**Try it**
Tally the lines in the following entries that include the word "Warte"; state only the total.

**Working data**
=== Begin Enclosure ===

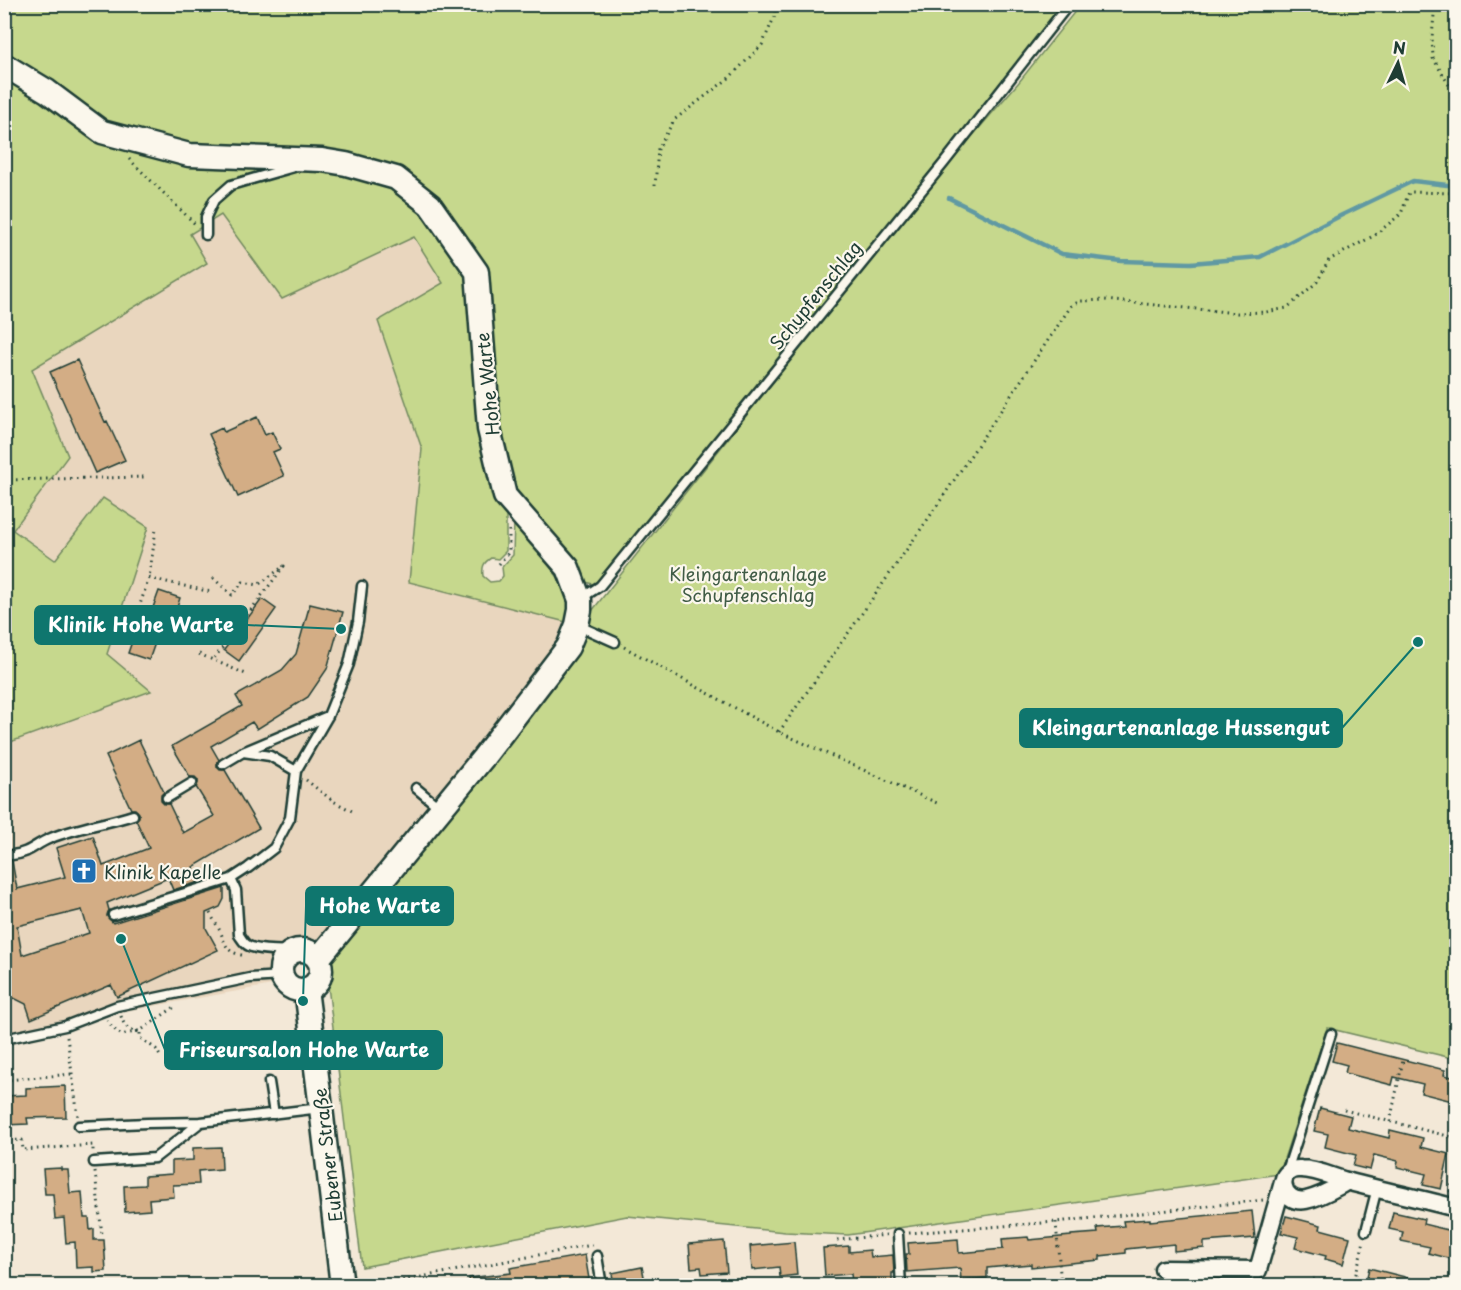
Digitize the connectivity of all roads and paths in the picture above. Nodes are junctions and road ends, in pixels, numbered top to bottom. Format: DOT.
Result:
graph roads {
  1 [pos="775,4"];
  2 [pos="1069,4"];
  3 [pos="1435,4"];
  4 [pos="4,65"];
  5 [pos="1456,97"];
  6 [pos="126,156"];
  7 [pos="322,160"];
  8 [pos="655,186"];
  9 [pos="1456,193"];
  10 [pos="206,235"];
  11 [pos="146,477"];
  12 [pos="4,480"];
  13 [pos="509,500"];
  14 [pos="156,530"];
  15 [pos="499,564"];
  16 [pos="149,578"];
  17 [pos="213,578"];
  18 [pos="362,585"];
  19 [pos="211,592"];
  20 [pos="580,600"];
  21 [pos="577,625"];
  22 [pos="131,631"];
  23 [pos="615,642"];
  24 [pos="199,654"];
  25 [pos="213,660"];
  26 [pos="248,675"];
  27 [pos="328,716"];
  28 [pos="779,732"];
  29 [pos="243,752"];
  30 [pos="223,764"];
  31 [pos="296,771"];
  32 [pos="192,783"];
  33 [pos="416,788"];
  34 [pos="167,798"];
  35 [pos="937,803"];
  36 [pos="441,809"];
  37 [pos="352,811"];
  38 [pos="133,814"];
  39 [pos="12,855"];
  40 [pos="231,879"];
  41 [pos="113,915"];
  42 [pos="292,951"];
  43 [pos="318,959"];
  44 [pos="282,976"];
  45 [pos="306,989"];
  46 [pos="186,991"];
  47 [pos="117,1006"];
  48 [pos="101,1011"];
  49 [pos="65,1026"];
  50 [pos="140,1031"];
  51 [pos="232,1032"];
  52 [pos="1331,1034"];
  53 [pos="5,1039"];
  54 [pos="297,1043"];
  55 [pos="160,1056"];
  56 [pos="1403,1060"];
  57 [pos="72,1074"];
  58 [pos="269,1082"];
  59 [pos="4,1086"];
  60 [pos="321,1108"];
  61 [pos="1344,1110"];
  62 [pos="274,1114"];
  63 [pos="201,1122"];
  64 [pos="1390,1122"];
  65 [pos="79,1126"];
  66 [pos="1456,1138"];
  67 [pos="4,1141"];
  68 [pos="74,1146"];
  69 [pos="94,1162"];
  70 [pos="1456,1170"];
  71 [pos="1285,1178"];
  72 [pos="1348,1181"];
  73 [pos="1377,1188"];
  74 [pos="1279,1199"];
  75 [pos="1451,1207"];
  76 [pos="1056,1222"];
  77 [pos="1366,1231"];
  78 [pos="898,1234"];
  79 [pos="102,1235"];
  80 [pos="837,1240"];
  81 [pos="597,1256"];
  82 [pos="1163,1269"];
  83 [pos="1313,1279"];
  84 [pos="1407,1281"];
  85 [pos="342,1286"];
  86 [pos="373,1286"];
  87 [pos="602,1286"];
  88 [pos="901,1286"];
  89 [pos="1061,1286"];
  90 [pos="1341,1286"];
  91 [pos="1353,1286"];
  92 [pos="1426,1286"];
  1 -- 8 [label="path"];
  2 -- 20 [label="lane, Schupfenschlag"];
  3 -- 5 [label="path"];
  4 -- 7 [label="street, Hohe Warte"];
  6 -- 10 [label="path"];
  7 -- 10 [label="lane"];
  7 -- 13 [label="street, Hohe Warte"];
  9 -- 28 [label="path"];
  11 -- 12 [label="path"];
  13 -- 15 [label="path"];
  13 -- 20 [label="street, Hohe Warte"];
  14 -- 16 [label="path"];
  16 -- 19 [label="path"];
  16 -- 22 [label="path"];
  17 -- 25 [label="path"];
  18 -- 27 [label="lane"];
  20 -- 21 [label="street, Hohe Warte"];
  21 -- 23 [label="lane"];
  21 -- 36 [label="street, Hohe Warte"];
  23 -- 28 [label="path"];
  24 -- 25 [label="path"];
  25 -- 26 [label="path"];
  27 -- 29 [label="lane"];
  27 -- 31 [label="lane"];
  28 -- 35 [label="path"];
  29 -- 30 [label="lane"];
  29 -- 31 [label="lane"];
  31 -- 37 [label="path"];
  31 -- 40 [label="lane"];
  32 -- 34 [label="lane"];
  33 -- 36 [label="lane"];
  36 -- 43 [label="street, Hohe Warte"];
  38 -- 39 [label="lane"];
  40 -- 41 [label="lane"];
  40 -- 42 [label="lane"];
  42 -- 43 [label="street"];
  42 -- 44 [label="street"];
  43 -- 45 [label="street, Hohe Warte"];
  44 -- 45 [label="street"];
  44 -- 46 [label="lane"];
  45 -- 60 [label="street, Eubener Straße"];
  46 -- 47 [label="lane"];
  46 -- 50 [label="path"];
  47 -- 48 [label="lane"];
  47 -- 50 [label="path"];
  48 -- 49 [label="lane"];
  48 -- 50 [label="path"];
  49 -- 53 [label="lane"];
  49 -- 57 [label="path"];
  50 -- 55 [label="path"];
  51 -- 54 [label="path"];
  52 -- 71 [label="lane"];
  56 -- 64 [label="path"];
  57 -- 59 [label="path"];
  57 -- 65 [label="path"];
  58 -- 62 [label="lane"];
  60 -- 62 [label="lane"];
  60 -- 85 [label="street, Eubener Straße"];
  61 -- 64 [label="path"];
  62 -- 63 [label="lane"];
  63 -- 65 [label="lane"];
  63 -- 69 [label="lane"];
  64 -- 66 [label="path"];
  65 -- 68 [label="path"];
  67 -- 68 [label="path"];
  68 -- 69 [label="path"];
  69 -- 79 [label="path"];
  70 -- 75 [label="path"];
  71 -- 72 [label="street"];
  71 -- 72 [label="street"];
  71 -- 74 [label="street"];
  72 -- 73 [label="street"];
  73 -- 75 [label="street"];
  73 -- 77 [label="lane"];
  74 -- 76 [label="path"];
  74 -- 82 [label="street"];
  76 -- 78 [label="path"];
  76 -- 89 [label="path"];
  77 -- 91 [label="path"];
  78 -- 80 [label="path"];
  78 -- 88 [label="lane"];
  81 -- 86 [label="path"];
  81 -- 87 [label="lane"];
  83 -- 90 [label="path"];
  84 -- 92 [label="path"];
}
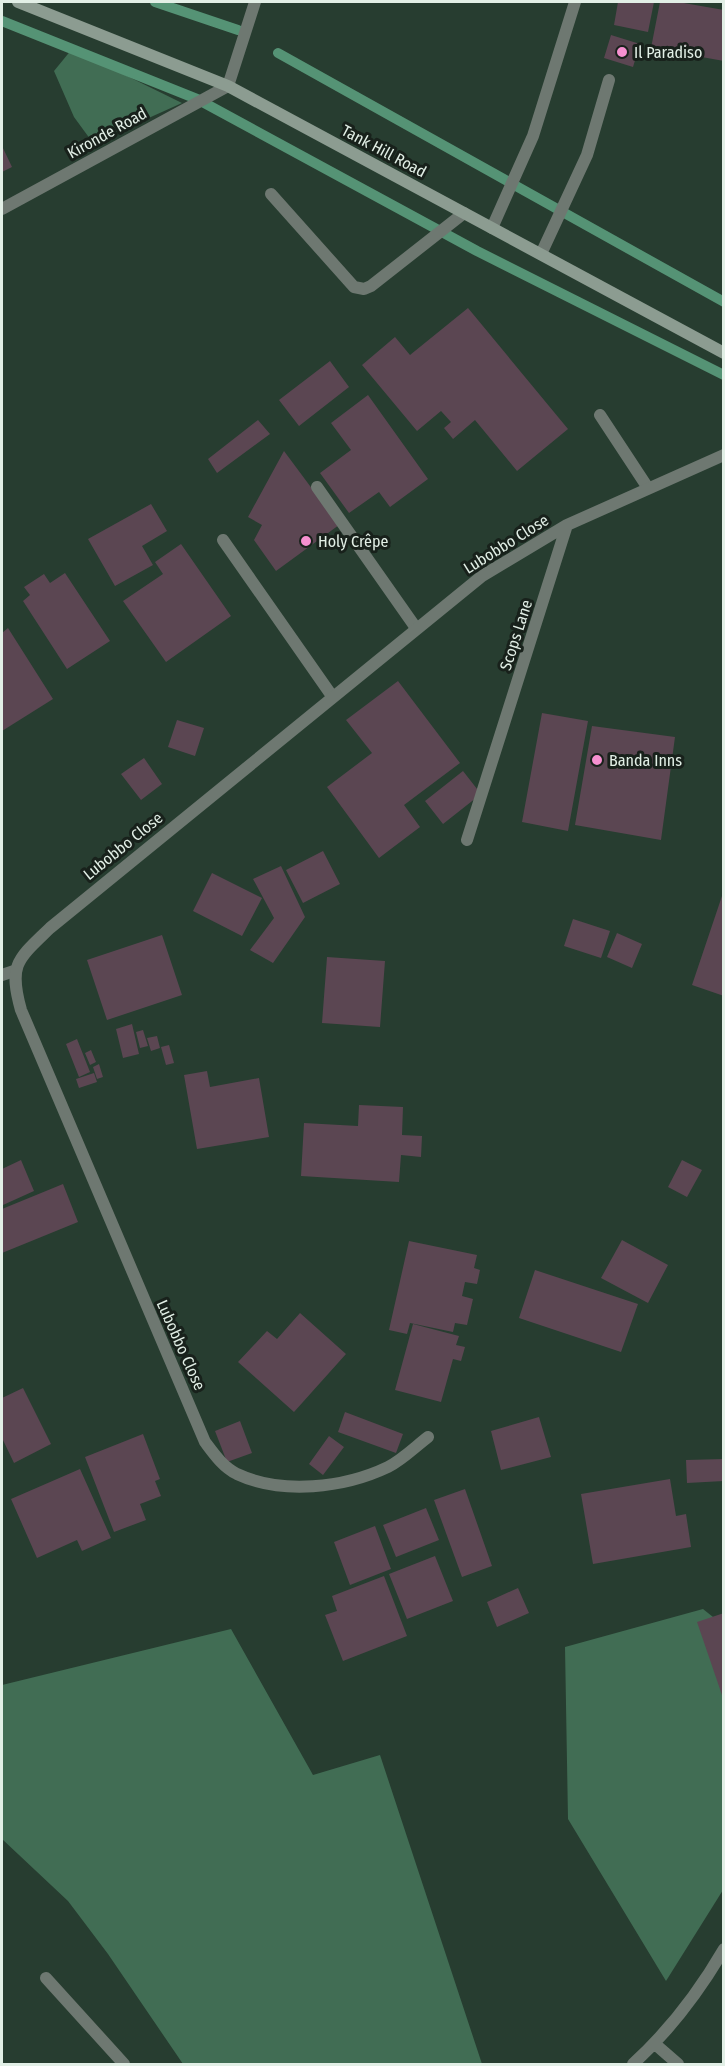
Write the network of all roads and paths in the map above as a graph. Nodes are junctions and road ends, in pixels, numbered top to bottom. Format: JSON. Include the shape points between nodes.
{"nodes":[{"id":1,"x":18,"y":2,"type":"edge"},
{"id":2,"x":255,"y":2,"type":"edge"},
{"id":3,"x":575,"y":2,"type":"edge"},
{"id":4,"x":609,"y":80,"type":"dead end"},
{"id":5,"x":228,"y":86,"type":"junction"},
{"id":6,"x":271,"y":194,"type":"dead end"},
{"id":7,"x":2,"y":209,"type":"edge"},
{"id":8,"x":464,"y":213,"type":"junction"},
{"id":9,"x":492,"y":228,"type":"junction"},
{"id":10,"x":541,"y":254,"type":"junction"},
{"id":11,"x":723,"y":353,"type":"edge"},
{"id":12,"x":600,"y":415,"type":"dead end"},
{"id":13,"x":723,"y":455,"type":"edge"},
{"id":14,"x":317,"y":487,"type":"dead end"},
{"id":15,"x":648,"y":488,"type":"junction"},
{"id":16,"x":567,"y":525,"type":"junction"},
{"id":17,"x":224,"y":540,"type":"dead end"},
{"id":18,"x":416,"y":628,"type":"junction"},
{"id":19,"x":332,"y":696,"type":"junction"},
{"id":20,"x":467,"y":840,"type":"dead end"},
{"id":21,"x":14,"y":971,"type":"junction"},
{"id":22,"x":2,"y":975,"type":"edge"},
{"id":23,"x":428,"y":1437,"type":"dead end"},
{"id":24,"x":723,"y":1950,"type":"edge"},
{"id":25,"x":46,"y":1977,"type":"dead end"},
{"id":26,"x":655,"y":2044,"type":"junction"},
{"id":27,"x":124,"y":2064,"type":"edge"},
{"id":28,"x":633,"y":2064,"type":"edge"},
{"id":29,"x":678,"y":2064,"type":"edge"}],
"edges":[{"from":1,"to":5,"type":"street","name":"Tank Hill Road"},
{"from":2,"to":5,"type":"street"},
{"from":3,"to":9,"type":"street","via":[[533,136]]},
{"from":4,"to":10,"type":"street","via":[[587,155]]},
{"from":5,"to":7,"type":"street","name":"Kironde Road"},
{"from":5,"to":8,"type":"street","name":"Tank Hill Road"},
{"from":6,"to":8,"type":"street","via":[[359,289],[371,286]]},
{"from":8,"to":9,"type":"street","name":"Tank Hill Road"},
{"from":9,"to":10,"type":"street","name":"Tank Hill Road"},
{"from":10,"to":11,"type":"street","name":"Tank Hill Road"},
{"from":12,"to":15,"type":"street"},
{"from":13,"to":15,"type":"street","name":"Lubobbo Close"},
{"from":14,"to":18,"type":"street"},
{"from":15,"to":16,"type":"street","name":"Lubobbo Close"},
{"from":16,"to":18,"type":"street","name":"Lubobbo Close","via":[[482,576]]},
{"from":16,"to":20,"type":"street","name":"Scops Lane"},
{"from":17,"to":19,"type":"street"},
{"from":18,"to":19,"type":"street","name":"Lubobbo Close"},
{"from":19,"to":21,"type":"street","name":"Lubobbo Close","via":[[50,928],[25,953]]},
{"from":21,"to":22,"type":"street"},
{"from":21,"to":23,"type":"street","name":"Lubobbo Close","via":[[21,1010],[205,1442],[217,1459],[237,1474],[318,1488],[343,1484],[390,1466]]},
{"from":24,"to":26,"type":"street","via":[[708,1977]]},
{"from":25,"to":27,"type":"street"},
{"from":26,"to":28,"type":"street"},
{"from":26,"to":29,"type":"street"}]}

=== End Enclosure ===

**Reply to the task**
7